Franzmann: Der Arbeitsmarkt wird infolge der demografischen Entwicklung und des Übergangs der Babyboomer in den Rentenstand zunehmend zu einem Arbeitnehmermarkt. Unternehmen werden im Wettbewerb um Köpfe nicht nur von ihrem wirtschaftlichen Ergebnis her betrachtet, sondern auch von ihren „Values“. Und Diversität steht neben Nachhaltigkeit ganz oben auf der Werteskala. Also keine Olympiamannschaft, sondern durch Vielfalt Stärke ausdrücken.

Lelley: Für Unternehmen bedeutet dies eine klare Aufforderung, ihre soziale Verantwortung wahrzunehmen und Inklusion sowie Gemeinschaft nicht nur als ethische Verpflichtung, sondern auch als strategischen Vorteil zu begreifen. Ob wir uns wirklich zunehmend in einem Arbeitnehmermarkt bewegen, ja, daran habe ich gewisse Zweifel.
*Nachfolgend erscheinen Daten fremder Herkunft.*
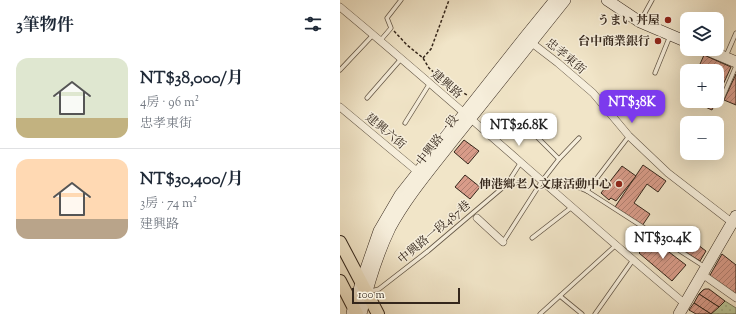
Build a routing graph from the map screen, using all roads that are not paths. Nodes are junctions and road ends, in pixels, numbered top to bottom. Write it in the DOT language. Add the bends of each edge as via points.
graph roads {
  1 [pos="401,0"];
  2 [pos="556,0"];
  3 [pos="565,0"];
  4 [pos="607,0"];
  5 [pos="652,0"];
  6 [pos="340,7"];
  7 [pos="640,22"];
  8 [pos="736,34"];
  9 [pos="373,35"];
  10 [pos="671,35"];
  11 [pos="680,39"];
  12 [pos="528,40"];
  13 [pos="380,41"];
  14 [pos="722,56"];
  15 [pos="402,58"];
  16 [pos="731,60"];
  17 [pos="736,66"];
  18 [pos="340,70"];
  19 [pos="655,73"];
  20 [pos="430,83"];
  21 [pos="724,94"];
  22 [pos="367,98"];
  23 [pos="340,107"];
  24 [pos="468,116"];
  25 [pos="406,123"];
  26 [pos="533,133"];
  27 [pos="629,136"];
  28 [pos="579,138"];
  29 [pos="559,159"];
  30 [pos="520,162"];
  31 [pos="418,172"];
  32 [pos="542,182"];
  33 [pos="587,191"];
  34 [pos="572,207"];
  35 [pos="477,218"];
  36 [pos="735,221"];
  37 [pos="532,238"];
  38 [pos="340,242"];
  39 [pos="503,242"];
  40 [pos="616,245"];
  41 [pos="633,260"];
  42 [pos="704,271"];
  43 [pos="340,281"];
  44 [pos="364,287"];
  45 [pos="560,296"];
  46 [pos="736,298"];
  47 [pos="684,303"];
  48 [pos="354,313"];
  49 [pos="378,314"];
  50 [pos="540,314"];
  51 [pos="582,314"];
  52 [pos="595,314"];
  53 [pos="679,314"];
  1 -- 13 [label="lane" via="387,18 391,28"];
  2 -- 12 [label="main road, 中興路一段"];
  3 -- 12 [label="main road, 中興路一段"];
  4 -- 7 [label="main road"];
  5 -- 7 [label="lane"];
  6 -- 9 [label="street, 建興路"];
  7 -- 10 [label="main road"];
  8 -- 16 [label="lane"];
  9 -- 13 [label="street, 建興路"];
  9 -- 18 [label="lane"];
  10 -- 11 [label="main road"];
  10 -- 19 [label="lane"];
  12 -- 24 [label="main road, 中興路一段"];
  12 -- 24 [label="main road, 中興路一段" via="476,100"];
  12 -- 27 [label="street, 忠孝東街" via="593,93"];
  13 -- 15 [label="street, 建興路"];
  14 -- 16 [label="main road"];
  15 -- 20 [label="street, 建興路"];
  15 -- 22 [label="lane"];
  17 -- 21 [label="lane"];
  20 -- 24 [label="street, 建興路"];
  20 -- 25 [label="lane"];
  23 -- 31 [label="street, 建興六街"];
  24 -- 30 [label="street, 建興路"];
  24 -- 31 [label="main road, 中興路一段"];
  24 -- 44 [label="main road, 中興路一段" via="398,213"];
  26 -- 29 [label="lane"];
  27 -- 33 [label="lane"];
  27 -- 36 [label="street, 忠孝東街" via="668,173"];
  28 -- 29 [label="lane"];
  29 -- 32 [label="lane"];
  30 -- 32 [label="street, 建興路"];
  30 -- 44 [label="lane, 中興路一段487巷" via="507,184 428,251 379,289"];
  31 -- 44 [label="main road, 中興路一段" via="400,195 379,231"];
  32 -- 33 [label="lane" via="565,182"];
  32 -- 34 [label="street, 建興路"];
  32 -- 39 [label="lane"];
  33 -- 42 [label="lane"];
  34 -- 37 [label="lane"];
  34 -- 40 [label="street, 建興路"];
  35 -- 39 [label="street"];
  36 -- 42 [label="main road"];
  38 -- 44 [label="main road"];
  40 -- 41 [label="street, 建興路"];
  40 -- 45 [label="lane"];
  41 -- 47 [label="street, 建興路"];
  41 -- 52 [label="lane"];
  42 -- 46 [label="street"];
  42 -- 47 [label="main road"];
  43 -- 48 [label="main road"];
  44 -- 48 [label="main road, 中興路一段"];
  44 -- 49 [label="main road"];
  45 -- 50 [label="lane"];
  45 -- 51 [label="lane"];
  47 -- 53 [label="main road"];
}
Vor allen Dingen mit Blick darauf, dass ja aktuell Hunderte und Tausende von Arbeitsplätzen in traditionellen Hochbeschäftigungsbranchen wie Automotive oder Stahl verlorengehen.

Ist das Image von Unternehmen wirklich entscheidend bei der Wahl der Arbeitsstelle?

Franzmann: Arbeitsinhalt und Karriereweg sowie die Vergütung sind wahrscheinlich stets die Topprioritäten bei der Arbeitsplatzwahl. Aber der IT-Experte oder der Betriebswirt wird sowohl auf dem Schlachthof als auch bei einer NGO benötigt. Und wenn vergleichbare Arbeitsbedingungen angeboten werden, schmückt sich ein Arbeitnehmer regelmäßig sehr gerne mit dem Standing seines Unternehmens.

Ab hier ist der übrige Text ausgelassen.